The truth is - people think in text. Visual abstractions are only suitable for a tiny subset of things we're thinking about, and the rest is just too complex to be expressed in anything but a natural, complex language.
Yes, we think in text or, more accurately, a language. But only a small percentage of us can think in code, yet software businesses will continue to come online at exponential momentum. Having visual, drag and drop components is more universally accessible. If computers actually began to understand how we think (and by "we" I mean including those of us who aren't engineers), then the future of innovation is open to everyone and that's ultimately the vision of Bubble.
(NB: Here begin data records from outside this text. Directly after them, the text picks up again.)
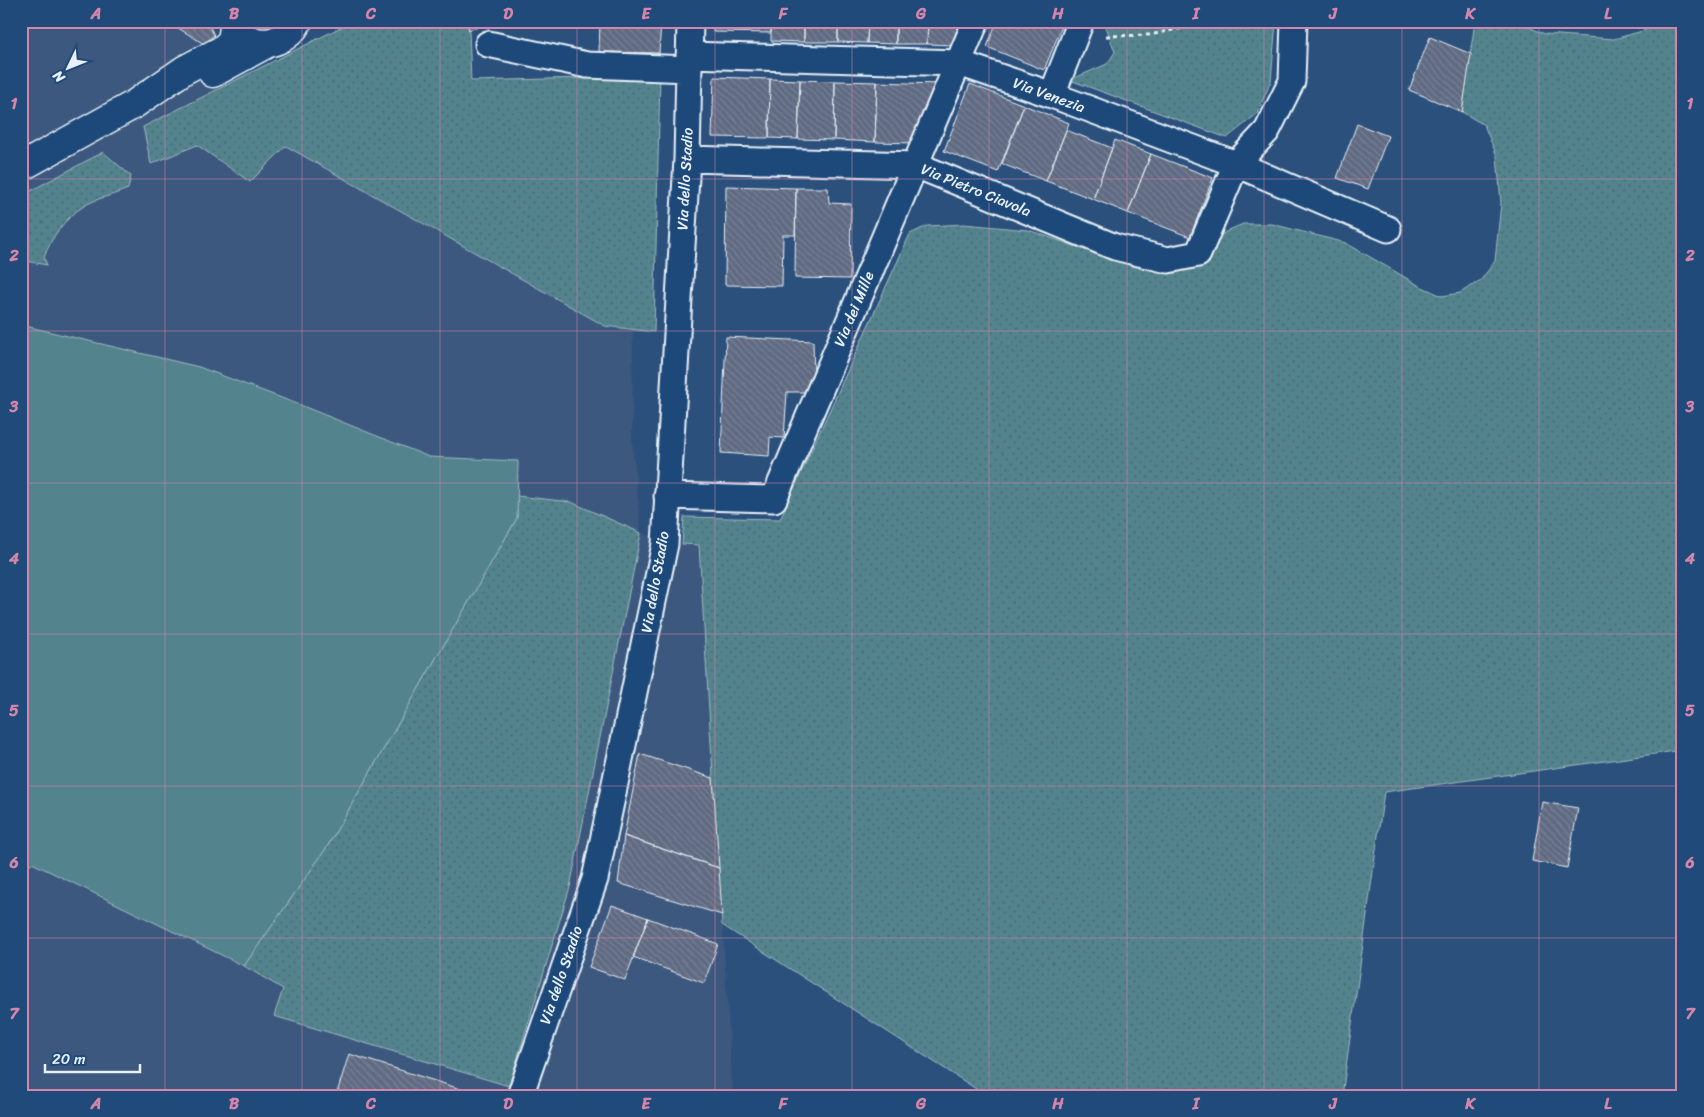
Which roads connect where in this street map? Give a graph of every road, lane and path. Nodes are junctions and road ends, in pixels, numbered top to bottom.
1 (690, 21) edge
2 (976, 21) edge
3 (1214, 21) edge
4 (1294, 21) edge
5 (233, 24) edge
6 (300, 24) edge
7 (1080, 25) edge
8 (268, 42) junction
9 (488, 44) dead end
10 (689, 62) junction
11 (959, 63) junction
12 (1052, 95) junction
13 (133, 105) junction
14 (687, 159) junction
15 (1236, 164) junction
16 (916, 165) junction
17 (21, 167) edge
18 (1388, 229) dead end
19 (667, 496) junction
20 (520, 1096) edge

> But only a small percentage of us can think in code
We always think in code. A plan for a day is a code (and nobody ever use graphical diagrams for it). A cooking recipe is a code (plain text, never a diagram). A legal document is a code (I wish some of them were diagrams, but a plain and unobfuscated English would have been even better). Pretty much any form of communication is code. A one-dimensional sequence of words.
Yes, the existing coding languages are crap, they are simply not abstract enough and not flexible enough. And this is what must be fixed. Representing the same broken abstractions, but this time in 2D diagrams, won't fix anything, or even make things worse. Been there already, with flow charts and all that.
35 years ago I was getting into coding for the first time on Commodore Pets and ZX81. I read about The Last One [1] in the computing press in 1981 and thought that maybe the world won't need programmers. Well, the world needs programmers more than ever, since demand for software is only increasing. It's nice to hear that the dream of user generated systems is still alive. We've had many iterations, from the The Last One, through Hypercard, Fabrik, Scratch. It's a powerful vision, which is why people keep chasing it. But it can only address well defined niches. Of course we have had a very powerful end user software authoring system for some time. It uses a visual, grid based, functional programming system and has powerful database and charting features. It's called Excel.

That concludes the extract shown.